#### YOUR TASK
Where the listing below reaches the line containing "index mcp: (304, 254)", start writing out lines exactly, and stop once the line containing "pinky tip: (408, 255)" has been written.

#### RECORDS FOR PROCESSING
● ● ● ● ● ● ●
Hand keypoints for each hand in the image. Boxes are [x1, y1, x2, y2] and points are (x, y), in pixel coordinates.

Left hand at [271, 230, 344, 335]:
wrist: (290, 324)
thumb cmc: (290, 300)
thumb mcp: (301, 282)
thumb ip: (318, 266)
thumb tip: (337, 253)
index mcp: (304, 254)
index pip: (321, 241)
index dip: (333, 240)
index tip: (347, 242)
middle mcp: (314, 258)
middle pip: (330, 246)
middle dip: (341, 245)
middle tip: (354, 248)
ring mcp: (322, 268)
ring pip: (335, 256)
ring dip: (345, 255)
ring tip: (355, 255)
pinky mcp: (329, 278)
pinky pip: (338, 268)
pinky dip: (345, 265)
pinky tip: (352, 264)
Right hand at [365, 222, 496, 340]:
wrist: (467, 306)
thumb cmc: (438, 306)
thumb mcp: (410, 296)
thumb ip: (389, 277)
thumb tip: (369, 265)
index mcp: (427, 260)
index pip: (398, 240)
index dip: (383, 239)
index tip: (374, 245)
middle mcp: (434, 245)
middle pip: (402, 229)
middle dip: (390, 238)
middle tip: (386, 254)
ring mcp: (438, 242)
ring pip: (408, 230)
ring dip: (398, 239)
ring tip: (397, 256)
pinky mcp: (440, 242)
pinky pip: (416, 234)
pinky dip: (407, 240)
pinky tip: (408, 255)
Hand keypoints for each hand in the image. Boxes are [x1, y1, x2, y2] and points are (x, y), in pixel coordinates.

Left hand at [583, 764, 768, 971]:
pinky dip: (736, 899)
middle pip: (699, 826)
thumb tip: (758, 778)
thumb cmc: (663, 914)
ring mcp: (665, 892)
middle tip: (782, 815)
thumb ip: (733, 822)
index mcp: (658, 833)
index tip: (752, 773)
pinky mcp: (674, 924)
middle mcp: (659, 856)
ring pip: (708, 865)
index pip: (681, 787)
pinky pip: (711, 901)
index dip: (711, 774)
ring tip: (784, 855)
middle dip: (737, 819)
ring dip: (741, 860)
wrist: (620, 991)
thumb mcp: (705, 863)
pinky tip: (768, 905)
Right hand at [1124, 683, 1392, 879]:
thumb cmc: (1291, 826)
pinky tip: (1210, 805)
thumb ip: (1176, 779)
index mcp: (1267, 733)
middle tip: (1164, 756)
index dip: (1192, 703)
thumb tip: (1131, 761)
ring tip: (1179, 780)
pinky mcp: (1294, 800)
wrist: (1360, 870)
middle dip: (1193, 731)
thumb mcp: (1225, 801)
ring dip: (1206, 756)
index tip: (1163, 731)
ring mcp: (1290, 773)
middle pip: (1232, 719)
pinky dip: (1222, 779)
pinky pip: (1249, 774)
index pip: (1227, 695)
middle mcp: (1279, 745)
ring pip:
● ● ● ● ● ● ●
#### PROBLEM SOLUTION
index mcp: (304, 254)
index pip: (321, 241)
index dip: (333, 240)
index tip: (347, 242)
middle mcp: (314, 258)
middle pip: (330, 246)
middle dip: (341, 245)
middle tip: (354, 248)
ring mcp: (322, 268)
ring pip: (335, 256)
ring dip: (345, 255)
ring tip: (355, 255)
pinky mcp: (329, 278)
pinky pip: (338, 268)
pinky dip: (345, 265)
pinky tip: (352, 264)
Right hand at [365, 222, 496, 340]:
wrist: (467, 306)
thumb cmc: (438, 306)
thumb mcp: (410, 296)
thumb ip: (389, 277)
thumb tip: (369, 265)
index mcp: (427, 260)
index pip: (398, 240)
index dip: (383, 239)
index tip: (374, 245)
middle mcp: (434, 245)
middle pip: (402, 229)
middle dip: (390, 238)
middle tip: (386, 254)
ring mcp: (438, 242)
ring pip: (408, 230)
ring dip: (398, 239)
ring tip: (397, 256)
pinky mcp: (440, 242)
pinky pip: (416, 234)
pinky dip: (407, 240)
pinky tip: (408, 255)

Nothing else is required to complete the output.